==== EXTRACTED MATERIAL ====
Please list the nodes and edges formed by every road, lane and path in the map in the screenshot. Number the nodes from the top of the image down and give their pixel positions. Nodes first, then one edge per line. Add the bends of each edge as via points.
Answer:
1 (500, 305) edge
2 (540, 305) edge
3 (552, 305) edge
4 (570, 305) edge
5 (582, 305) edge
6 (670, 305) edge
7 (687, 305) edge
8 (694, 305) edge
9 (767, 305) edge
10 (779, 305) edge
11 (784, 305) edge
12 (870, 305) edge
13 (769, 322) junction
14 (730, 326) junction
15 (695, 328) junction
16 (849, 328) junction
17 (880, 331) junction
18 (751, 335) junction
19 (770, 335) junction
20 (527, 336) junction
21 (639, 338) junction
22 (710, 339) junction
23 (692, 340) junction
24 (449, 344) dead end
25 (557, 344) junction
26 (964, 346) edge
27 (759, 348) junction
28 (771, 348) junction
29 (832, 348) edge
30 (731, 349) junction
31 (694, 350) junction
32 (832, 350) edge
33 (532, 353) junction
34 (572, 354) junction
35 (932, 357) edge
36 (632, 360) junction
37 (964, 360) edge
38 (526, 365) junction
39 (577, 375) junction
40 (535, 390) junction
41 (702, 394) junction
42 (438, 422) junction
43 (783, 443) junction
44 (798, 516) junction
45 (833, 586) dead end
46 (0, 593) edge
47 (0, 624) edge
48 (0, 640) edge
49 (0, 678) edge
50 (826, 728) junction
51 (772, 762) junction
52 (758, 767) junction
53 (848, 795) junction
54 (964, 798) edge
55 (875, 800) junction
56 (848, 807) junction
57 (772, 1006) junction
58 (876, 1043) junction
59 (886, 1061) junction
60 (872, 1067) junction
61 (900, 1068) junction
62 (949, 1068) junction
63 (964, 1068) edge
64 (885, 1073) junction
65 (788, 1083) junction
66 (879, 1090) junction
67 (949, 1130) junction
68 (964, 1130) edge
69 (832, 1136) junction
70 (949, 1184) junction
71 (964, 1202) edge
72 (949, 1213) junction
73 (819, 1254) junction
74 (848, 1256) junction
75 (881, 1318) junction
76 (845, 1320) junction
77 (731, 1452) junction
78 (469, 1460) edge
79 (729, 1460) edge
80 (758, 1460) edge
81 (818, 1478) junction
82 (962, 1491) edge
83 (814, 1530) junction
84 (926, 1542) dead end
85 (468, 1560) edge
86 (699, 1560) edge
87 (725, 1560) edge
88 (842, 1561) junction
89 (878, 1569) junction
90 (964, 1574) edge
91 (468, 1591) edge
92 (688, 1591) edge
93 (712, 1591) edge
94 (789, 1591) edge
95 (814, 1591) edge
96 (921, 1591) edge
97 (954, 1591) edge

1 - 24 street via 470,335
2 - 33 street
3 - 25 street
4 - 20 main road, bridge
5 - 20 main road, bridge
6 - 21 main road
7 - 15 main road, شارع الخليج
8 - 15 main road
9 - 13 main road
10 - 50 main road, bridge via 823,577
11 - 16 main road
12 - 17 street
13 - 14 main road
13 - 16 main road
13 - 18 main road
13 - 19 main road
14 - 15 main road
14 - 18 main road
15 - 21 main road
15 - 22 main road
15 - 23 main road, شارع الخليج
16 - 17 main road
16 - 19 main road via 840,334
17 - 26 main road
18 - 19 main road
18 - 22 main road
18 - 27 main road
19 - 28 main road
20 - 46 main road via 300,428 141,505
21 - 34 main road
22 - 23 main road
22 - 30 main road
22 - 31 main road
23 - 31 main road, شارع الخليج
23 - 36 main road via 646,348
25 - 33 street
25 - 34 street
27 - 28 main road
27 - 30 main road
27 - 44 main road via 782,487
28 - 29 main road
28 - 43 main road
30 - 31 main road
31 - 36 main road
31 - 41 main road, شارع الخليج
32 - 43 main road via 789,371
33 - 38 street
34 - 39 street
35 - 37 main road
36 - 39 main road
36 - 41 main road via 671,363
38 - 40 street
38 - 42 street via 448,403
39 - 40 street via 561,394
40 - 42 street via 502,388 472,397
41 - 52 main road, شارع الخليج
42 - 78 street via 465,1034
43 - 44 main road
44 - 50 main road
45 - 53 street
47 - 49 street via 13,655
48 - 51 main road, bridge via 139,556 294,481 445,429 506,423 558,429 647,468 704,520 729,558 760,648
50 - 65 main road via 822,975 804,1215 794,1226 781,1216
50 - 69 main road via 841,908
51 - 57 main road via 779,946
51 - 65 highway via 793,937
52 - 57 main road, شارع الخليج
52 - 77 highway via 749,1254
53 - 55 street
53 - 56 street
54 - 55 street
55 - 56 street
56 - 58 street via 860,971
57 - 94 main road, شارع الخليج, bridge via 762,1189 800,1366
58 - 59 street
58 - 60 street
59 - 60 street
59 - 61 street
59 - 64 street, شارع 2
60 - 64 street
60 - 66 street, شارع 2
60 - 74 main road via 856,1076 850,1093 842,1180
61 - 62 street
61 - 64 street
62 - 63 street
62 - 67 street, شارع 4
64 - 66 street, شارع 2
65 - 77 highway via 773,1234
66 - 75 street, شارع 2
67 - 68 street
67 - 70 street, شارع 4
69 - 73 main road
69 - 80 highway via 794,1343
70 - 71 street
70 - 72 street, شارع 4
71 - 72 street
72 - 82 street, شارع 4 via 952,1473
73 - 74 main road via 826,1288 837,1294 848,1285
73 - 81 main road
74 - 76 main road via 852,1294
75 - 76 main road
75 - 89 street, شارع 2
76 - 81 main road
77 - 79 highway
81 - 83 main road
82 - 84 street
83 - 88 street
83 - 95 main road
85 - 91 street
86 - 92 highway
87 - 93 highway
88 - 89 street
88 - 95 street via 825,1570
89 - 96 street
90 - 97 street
====
Copy the records above exactly, leaving nothing out.

* **TASK RESPONSE**
Please list the nodes and edges formed by every road, lane and path in the map in the screenshot. Number the nodes from the top of the image down and give their pixel positions. Nodes first, then one edge per line. Add the bends of each edge as via points.
Answer:
1 (500, 305) edge
2 (540, 305) edge
3 (552, 305) edge
4 (570, 305) edge
5 (582, 305) edge
6 (670, 305) edge
7 (687, 305) edge
8 (694, 305) edge
9 (767, 305) edge
10 (779, 305) edge
11 (784, 305) edge
12 (870, 305) edge
13 (769, 322) junction
14 (730, 326) junction
15 (695, 328) junction
16 (849, 328) junction
17 (880, 331) junction
18 (751, 335) junction
19 (770, 335) junction
20 (527, 336) junction
21 (639, 338) junction
22 (710, 339) junction
23 (692, 340) junction
24 (449, 344) dead end
25 (557, 344) junction
26 (964, 346) edge
27 (759, 348) junction
28 (771, 348) junction
29 (832, 348) edge
30 (731, 349) junction
31 (694, 350) junction
32 (832, 350) edge
33 (532, 353) junction
34 (572, 354) junction
35 (932, 357) edge
36 (632, 360) junction
37 (964, 360) edge
38 (526, 365) junction
39 (577, 375) junction
40 (535, 390) junction
41 (702, 394) junction
42 (438, 422) junction
43 (783, 443) junction
44 (798, 516) junction
45 (833, 586) dead end
46 (0, 593) edge
47 (0, 624) edge
48 (0, 640) edge
49 (0, 678) edge
50 (826, 728) junction
51 (772, 762) junction
52 (758, 767) junction
53 (848, 795) junction
54 (964, 798) edge
55 (875, 800) junction
56 (848, 807) junction
57 (772, 1006) junction
58 (876, 1043) junction
59 (886, 1061) junction
60 (872, 1067) junction
61 (900, 1068) junction
62 (949, 1068) junction
63 (964, 1068) edge
64 (885, 1073) junction
65 (788, 1083) junction
66 (879, 1090) junction
67 (949, 1130) junction
68 (964, 1130) edge
69 (832, 1136) junction
70 (949, 1184) junction
71 (964, 1202) edge
72 (949, 1213) junction
73 (819, 1254) junction
74 (848, 1256) junction
75 (881, 1318) junction
76 (845, 1320) junction
77 (731, 1452) junction
78 (469, 1460) edge
79 (729, 1460) edge
80 (758, 1460) edge
81 (818, 1478) junction
82 (962, 1491) edge
83 (814, 1530) junction
84 (926, 1542) dead end
85 (468, 1560) edge
86 (699, 1560) edge
87 (725, 1560) edge
88 (842, 1561) junction
89 (878, 1569) junction
90 (964, 1574) edge
91 (468, 1591) edge
92 (688, 1591) edge
93 (712, 1591) edge
94 (789, 1591) edge
95 (814, 1591) edge
96 (921, 1591) edge
97 (954, 1591) edge

1 - 24 street via 470,335
2 - 33 street
3 - 25 street
4 - 20 main road, bridge
5 - 20 main road, bridge
6 - 21 main road
7 - 15 main road, شارع الخليج
8 - 15 main road
9 - 13 main road
10 - 50 main road, bridge via 823,577
11 - 16 main road
12 - 17 street
13 - 14 main road
13 - 16 main road
13 - 18 main road
13 - 19 main road
14 - 15 main road
14 - 18 main road
15 - 21 main road
15 - 22 main road
15 - 23 main road, شارع الخليج
16 - 17 main road
16 - 19 main road via 840,334
17 - 26 main road
18 - 19 main road
18 - 22 main road
18 - 27 main road
19 - 28 main road
20 - 46 main road via 300,428 141,505
21 - 34 main road
22 - 23 main road
22 - 30 main road
22 - 31 main road
23 - 31 main road, شارع الخليج
23 - 36 main road via 646,348
25 - 33 street
25 - 34 street
27 - 28 main road
27 - 30 main road
27 - 44 main road via 782,487
28 - 29 main road
28 - 43 main road
30 - 31 main road
31 - 36 main road
31 - 41 main road, شارع الخليج
32 - 43 main road via 789,371
33 - 38 street
34 - 39 street
35 - 37 main road
36 - 39 main road
36 - 41 main road via 671,363
38 - 40 street
38 - 42 street via 448,403
39 - 40 street via 561,394
40 - 42 street via 502,388 472,397
41 - 52 main road, شارع الخليج
42 - 78 street via 465,1034
43 - 44 main road
44 - 50 main road
45 - 53 street
47 - 49 street via 13,655
48 - 51 main road, bridge via 139,556 294,481 445,429 506,423 558,429 647,468 704,520 729,558 760,648
50 - 65 main road via 822,975 804,1215 794,1226 781,1216
50 - 69 main road via 841,908
51 - 57 main road via 779,946
51 - 65 highway via 793,937
52 - 57 main road, شارع الخليج
52 - 77 highway via 749,1254
53 - 55 street
53 - 56 street
54 - 55 street
55 - 56 street
56 - 58 street via 860,971
57 - 94 main road, شارع الخليج, bridge via 762,1189 800,1366
58 - 59 street
58 - 60 street
59 - 60 street
59 - 61 street
59 - 64 street, شارع 2
60 - 64 street
60 - 66 street, شارع 2
60 - 74 main road via 856,1076 850,1093 842,1180
61 - 62 street
61 - 64 street
62 - 63 street
62 - 67 street, شارع 4
64 - 66 street, شارع 2
65 - 77 highway via 773,1234
66 - 75 street, شارع 2
67 - 68 street
67 - 70 street, شارع 4
69 - 73 main road
69 - 80 highway via 794,1343
70 - 71 street
70 - 72 street, شارع 4
71 - 72 street
72 - 82 street, شارع 4 via 952,1473
73 - 74 main road via 826,1288 837,1294 848,1285
73 - 81 main road
74 - 76 main road via 852,1294
75 - 76 main road
75 - 89 street, شارع 2
76 - 81 main road
77 - 79 highway
81 - 83 main road
82 - 84 street
83 - 88 street
83 - 95 main road
85 - 91 street
86 - 92 highway
87 - 93 highway
88 - 89 street
88 - 95 street via 825,1570
89 - 96 street
90 - 97 street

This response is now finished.